C’est dans la mosquée parisienne d’Adda’wa (aujourd’hui détruite) qu’il recrute des jeunes dans le but d’aller combattre les soldats occidentaux auprès d’Al-Qaida en Irak.

Emprisonné en 2005 sous l’accusation d’être associé à des malfaiteurs en vue de préparer des actes terroristes, il est condamné en mars 2008 à six ans fermes de prison en tant qu’organisateur principal de cette filière djihadiste. Il a été libéré en 2011, soit six ans après le début de sa détention provisoire.

Âgé aujourd’hui de 33 ans, il est étudiant infirmier, diplômable en mars 2015, sans toutefois avoir de possibilité de travailler dans le secteur public en raison de son casier judiciaire.

Les frères Kouachi

En 2003, les frères Kouachi habitent ensemble dans le 19e arrondissement de Paris, où ils font connaissance de Farid Benyettou.

Convaincu par ce dernier, le plus jeune des frères décide de participer au djihad en Irak.

Le 25 janvier 2005, au départ d’un périple qui devait le mener à Damas (en Syrie), puis en Irak, Chérif Kouachi est intercepté par police française et condamné trois ans plus tard pour association de malfaiteurs en relation avec une entreprise terroriste.

Ayant purgé sa peine en préventive, il est libéré à l’issue de son procès. Toutefois, c’est durant sa captivité qu’il rencontre Amedy Coulibaly (le troisième homme des attentats de Paris de janvier 2015).

En 2010, les forces policières déjouent un complot estimé à faire évader l’auteur d’une série d’attentats à Paris en 1995. Parmi les suspects arrêtés, les frères Kaouachi seront libérés pour insuffisance de preuve.

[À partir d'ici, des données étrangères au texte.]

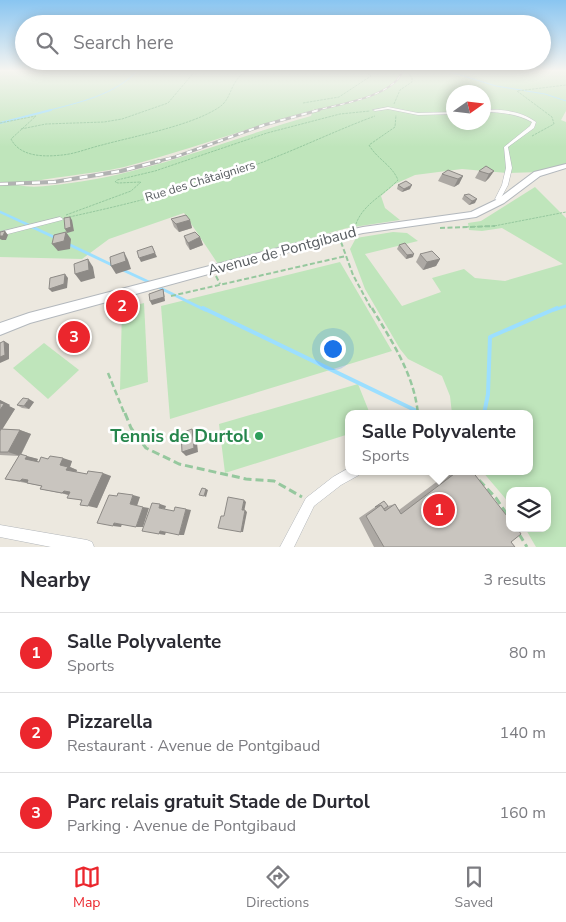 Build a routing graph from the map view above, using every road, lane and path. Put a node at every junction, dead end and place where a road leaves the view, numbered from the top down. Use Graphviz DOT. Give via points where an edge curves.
graph roads {
  1 [pos="174,96"];
  2 [pos="229,96"];
  3 [pos="341,96"];
  4 [pos="397,96"];
  5 [pos="522,96"];
  6 [pos="304,103"];
  7 [pos="375,110"];
  8 [pos="395,110"];
  9 [pos="491,111"];
  10 [pos="446,113"];
  11 [pos="0,123"];
  12 [pos="18,130"];
  13 [pos="527,139"];
  14 [pos="562,167"];
  15 [pos="501,201"];
  16 [pos="566,212"];
  17 [pos="60,219"];
  18 [pos="434,228"];
  19 [pos="355,232"];
  20 [pos="0,234"];
  21 [pos="336,236"];
  22 [pos="346,256"];
  23 [pos="171,296"];
  24 [pos="0,329"];
  25 [pos="108,373"];
  26 [pos="418,410"];
  27 [pos="348,475"];
  28 [pos="477,478"];
  29 [pos="310,502"];
  30 [pos="506,513"];
  31 [pos="0,530"];
  32 [pos="518,532"];
  33 [pos="86,547"];
  34 [pos="286,547"];
  35 [pos="527,547"];
  1 -- 12 [label="path" via="168,103 122,119 46,124"];
  2 -- 12 [label="path" via="220,108 184,123 65,155 48,156 22,150 11,139"];
  3 -- 6 [label="path"];
  4 -- 8 [label="path"];
  5 -- 13 [label="path" via="540,106 552,117 554,124"];
  7 -- 8 [label="street"];
  7 -- 17 [label="path" via="340,114 267,133 115,182 141,182 131,191"];
  8 -- 10 [label="street" via="418,114"];
  8 -- 17 [label="path, Rue des Châtaigniers" via="219,176 156,196"];
  8 -- 19 [label="path" via="395,127 369,146 398,180 360,211"];
  9 -- 15 [label="street" via="520,115 534,122 506,147 510,168 498,199"];
  11 -- 12 [label="path" via="37,116"];
  14 -- 15 [label="main road, Avenue de Pontgibaud" via="534,176"];
  15 -- 19 [label="main road, Avenue de Pontgibaud" via="468,216"];
  16 -- 18 [label="path" via="494,226"];
  17 -- 20 [label="street"];
  19 -- 21 [label="main road, Avenue de Pontgibaud"];
  21 -- 22 [label="path"];
  21 -- 24 [label="main road, Avenue de Pontgibaud" via="29,318"];
  22 -- 23 [label="path"];
  22 -- 26 [label="path" via="353,275 403,364 418,399"];
  25 -- 29 [label="path" via="131,428 146,448 180,464 246,479 274,481"];
  27 -- 29 [label="street"];
  28 -- 30 [label="path"];
  29 -- 34 [label="street"];
  31 -- 33 [label="street"];
  32 -- 35 [label="path"];
} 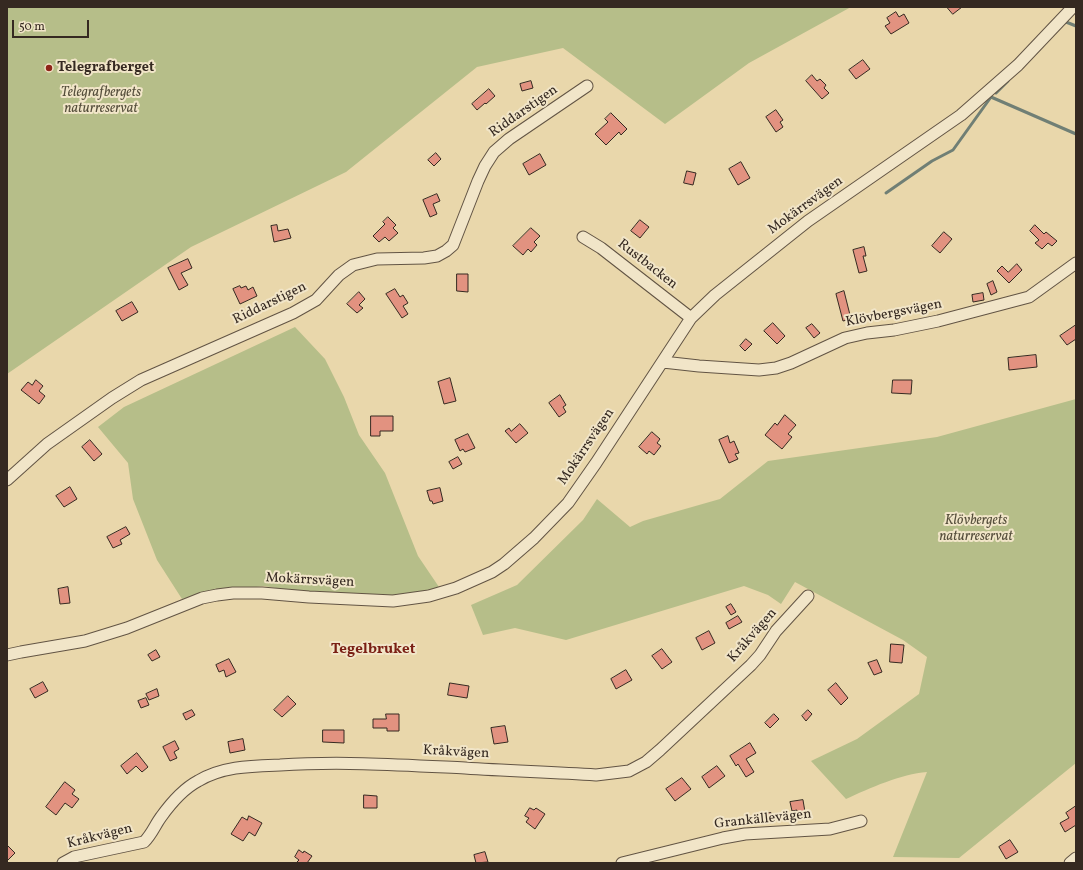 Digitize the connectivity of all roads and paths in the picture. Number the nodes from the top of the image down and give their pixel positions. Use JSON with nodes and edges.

Au cours de leur incarcération préventive, ils retrouvent Amedy Coulibaly, que Chérif a connu en prison en 2005.

En 2011, Saïd Kouachi (l’ainé des frères) fait un stage de deux semaines dans un camp d’entrainement d’Al-Qaida au Yémen en 2011. Les services de renseignement américains informent leurs collègues français de ce fait.

Les deux hommes se retrouvent donc sur une liste d’interdiction de vol à destination des États-Unis.

Amedy Coulibaly

Amedy Coulibaly est un malfaiteur multirécidiviste.

Condamné en 2004 pour vol à main armée, il fait la connaissance de Chérif Koauachi en prison. Ce dernier y est détenu en raison de sa participation à la filière djihadiste de Farid Benyettou.

En juin 2010, Amedy Coulibaly est arrêté par les services antiterroristes. Il est accusé d’avoir participé à un projet d’évasion de l’auteur d’une vague d’attentats commis en 1995 dans le métro et RER parisien pour le compte du Groupe islamique armé (GIA, algérien).

Lors de la perquisition de son domicile en marge de cette affaire, les enquêteurs retrouveront 240 cartouches de kalachnikov. Condamné pour possession d’arme illégale, il est libéré en mars 2014.

Références :
Amedy Coulibaly
Attentat à « Charlie Hebdo » : « Vous allez payer car vous avez insulté le Prophète »
Attentat en France: au cœur de la traque, la filière des «Buttes Chaumont»
Attentats: le budget illisible du Renseignement
Charlie Hebdo : une faille béante dans le Renseignement
Chérif Kouachi, ami d’enfance d’un tueur de l’État islamique
Chérif Kouachi faisait déjà parler de lui en 2005
EXCLUSIF. “Charlie Hebdo” : l’itinéraire de Coulibaly, le troisième homme
Coulibaly et les frères Kouachi, itinéraire d’un trio terroriste
Filière des Buttes-Chaumont
L’avocat du co-prévenu de Chérif Kouachi: En 7 ans cet homme est devenu un monstre
Les frères Chérif et Saïd Kouachi ont bien été formés au Yémen
Les frères Kouachi étaient connus de Washington
Mohammed Merah
Un ticket pour le jihad

La tuerie de Charlie Hebdo : les lacunes du renseignement (1re partie)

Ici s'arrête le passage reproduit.